- **Data**:
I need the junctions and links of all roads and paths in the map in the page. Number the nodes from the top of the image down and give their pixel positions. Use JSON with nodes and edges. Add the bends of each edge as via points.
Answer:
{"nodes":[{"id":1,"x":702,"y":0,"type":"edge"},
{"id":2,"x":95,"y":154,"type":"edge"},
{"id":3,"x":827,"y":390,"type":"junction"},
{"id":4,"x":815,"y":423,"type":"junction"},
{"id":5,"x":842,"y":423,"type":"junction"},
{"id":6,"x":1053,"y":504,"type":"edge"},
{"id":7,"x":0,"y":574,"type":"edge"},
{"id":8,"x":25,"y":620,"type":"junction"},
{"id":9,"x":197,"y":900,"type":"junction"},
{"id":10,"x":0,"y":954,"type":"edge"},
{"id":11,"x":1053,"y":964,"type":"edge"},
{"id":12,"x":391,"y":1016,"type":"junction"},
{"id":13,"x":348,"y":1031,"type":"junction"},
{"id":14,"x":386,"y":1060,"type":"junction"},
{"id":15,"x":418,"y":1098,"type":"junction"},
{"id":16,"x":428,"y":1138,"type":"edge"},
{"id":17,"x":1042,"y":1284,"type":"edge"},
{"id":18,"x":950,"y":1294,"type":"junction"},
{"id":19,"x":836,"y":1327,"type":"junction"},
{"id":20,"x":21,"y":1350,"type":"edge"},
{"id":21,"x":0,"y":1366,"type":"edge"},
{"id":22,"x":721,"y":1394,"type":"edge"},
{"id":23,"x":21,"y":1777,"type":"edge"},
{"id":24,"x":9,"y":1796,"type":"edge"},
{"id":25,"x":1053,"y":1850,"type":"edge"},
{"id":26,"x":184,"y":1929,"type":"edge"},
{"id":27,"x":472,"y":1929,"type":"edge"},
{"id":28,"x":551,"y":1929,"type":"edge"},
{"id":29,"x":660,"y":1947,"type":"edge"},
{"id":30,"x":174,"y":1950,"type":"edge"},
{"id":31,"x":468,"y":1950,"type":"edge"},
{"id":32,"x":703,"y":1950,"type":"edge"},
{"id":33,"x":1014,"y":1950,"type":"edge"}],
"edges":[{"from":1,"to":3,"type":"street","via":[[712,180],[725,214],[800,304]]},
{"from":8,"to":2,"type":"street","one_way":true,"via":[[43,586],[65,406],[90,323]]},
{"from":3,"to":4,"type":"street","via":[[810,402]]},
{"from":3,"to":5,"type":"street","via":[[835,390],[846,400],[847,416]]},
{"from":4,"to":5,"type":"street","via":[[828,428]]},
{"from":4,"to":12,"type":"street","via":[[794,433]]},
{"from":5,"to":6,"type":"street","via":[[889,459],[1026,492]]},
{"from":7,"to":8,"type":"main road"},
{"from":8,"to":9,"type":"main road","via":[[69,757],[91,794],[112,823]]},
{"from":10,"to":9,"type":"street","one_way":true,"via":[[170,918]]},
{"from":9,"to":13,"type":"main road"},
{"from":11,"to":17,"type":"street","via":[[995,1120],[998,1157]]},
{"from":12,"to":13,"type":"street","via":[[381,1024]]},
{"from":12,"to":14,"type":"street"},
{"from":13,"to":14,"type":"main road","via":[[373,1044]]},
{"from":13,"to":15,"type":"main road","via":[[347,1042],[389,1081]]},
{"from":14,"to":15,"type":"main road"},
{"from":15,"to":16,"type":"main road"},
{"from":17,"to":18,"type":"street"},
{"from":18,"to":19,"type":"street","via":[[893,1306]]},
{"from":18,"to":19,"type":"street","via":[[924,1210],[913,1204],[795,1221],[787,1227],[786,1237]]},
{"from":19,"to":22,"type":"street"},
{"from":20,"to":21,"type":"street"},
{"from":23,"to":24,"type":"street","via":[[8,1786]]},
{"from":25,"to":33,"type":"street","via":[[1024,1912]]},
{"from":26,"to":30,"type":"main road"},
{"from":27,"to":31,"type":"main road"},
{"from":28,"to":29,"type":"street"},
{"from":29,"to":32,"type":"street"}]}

- **What you are asked to do**: Write out the records again so that each line matches the original exactly.

- **Solved problem**:
I need the junctions and links of all roads and paths in the map in the page. Number the nodes from the top of the image down and give their pixel positions. Use JSON with nodes and edges. Add the bends of each edge as via points.
Answer:
{"nodes":[{"id":1,"x":702,"y":0,"type":"edge"},
{"id":2,"x":95,"y":154,"type":"edge"},
{"id":3,"x":827,"y":390,"type":"junction"},
{"id":4,"x":815,"y":423,"type":"junction"},
{"id":5,"x":842,"y":423,"type":"junction"},
{"id":6,"x":1053,"y":504,"type":"edge"},
{"id":7,"x":0,"y":574,"type":"edge"},
{"id":8,"x":25,"y":620,"type":"junction"},
{"id":9,"x":197,"y":900,"type":"junction"},
{"id":10,"x":0,"y":954,"type":"edge"},
{"id":11,"x":1053,"y":964,"type":"edge"},
{"id":12,"x":391,"y":1016,"type":"junction"},
{"id":13,"x":348,"y":1031,"type":"junction"},
{"id":14,"x":386,"y":1060,"type":"junction"},
{"id":15,"x":418,"y":1098,"type":"junction"},
{"id":16,"x":428,"y":1138,"type":"edge"},
{"id":17,"x":1042,"y":1284,"type":"edge"},
{"id":18,"x":950,"y":1294,"type":"junction"},
{"id":19,"x":836,"y":1327,"type":"junction"},
{"id":20,"x":21,"y":1350,"type":"edge"},
{"id":21,"x":0,"y":1366,"type":"edge"},
{"id":22,"x":721,"y":1394,"type":"edge"},
{"id":23,"x":21,"y":1777,"type":"edge"},
{"id":24,"x":9,"y":1796,"type":"edge"},
{"id":25,"x":1053,"y":1850,"type":"edge"},
{"id":26,"x":184,"y":1929,"type":"edge"},
{"id":27,"x":472,"y":1929,"type":"edge"},
{"id":28,"x":551,"y":1929,"type":"edge"},
{"id":29,"x":660,"y":1947,"type":"edge"},
{"id":30,"x":174,"y":1950,"type":"edge"},
{"id":31,"x":468,"y":1950,"type":"edge"},
{"id":32,"x":703,"y":1950,"type":"edge"},
{"id":33,"x":1014,"y":1950,"type":"edge"}],
"edges":[{"from":1,"to":3,"type":"street","via":[[712,180],[725,214],[800,304]]},
{"from":8,"to":2,"type":"street","one_way":true,"via":[[43,586],[65,406],[90,323]]},
{"from":3,"to":4,"type":"street","via":[[810,402]]},
{"from":3,"to":5,"type":"street","via":[[835,390],[846,400],[847,416]]},
{"from":4,"to":5,"type":"street","via":[[828,428]]},
{"from":4,"to":12,"type":"street","via":[[794,433]]},
{"from":5,"to":6,"type":"street","via":[[889,459],[1026,492]]},
{"from":7,"to":8,"type":"main road"},
{"from":8,"to":9,"type":"main road","via":[[69,757],[91,794],[112,823]]},
{"from":10,"to":9,"type":"street","one_way":true,"via":[[170,918]]},
{"from":9,"to":13,"type":"main road"},
{"from":11,"to":17,"type":"street","via":[[995,1120],[998,1157]]},
{"from":12,"to":13,"type":"street","via":[[381,1024]]},
{"from":12,"to":14,"type":"street"},
{"from":13,"to":14,"type":"main road","via":[[373,1044]]},
{"from":13,"to":15,"type":"main road","via":[[347,1042],[389,1081]]},
{"from":14,"to":15,"type":"main road"},
{"from":15,"to":16,"type":"main road"},
{"from":17,"to":18,"type":"street"},
{"from":18,"to":19,"type":"street","via":[[893,1306]]},
{"from":18,"to":19,"type":"street","via":[[924,1210],[913,1204],[795,1221],[787,1227],[786,1237]]},
{"from":19,"to":22,"type":"street"},
{"from":20,"to":21,"type":"street"},
{"from":23,"to":24,"type":"street","via":[[8,1786]]},
{"from":25,"to":33,"type":"street","via":[[1024,1912]]},
{"from":26,"to":30,"type":"main road"},
{"from":27,"to":31,"type":"main road"},
{"from":28,"to":29,"type":"street"},
{"from":29,"to":32,"type":"street"}]}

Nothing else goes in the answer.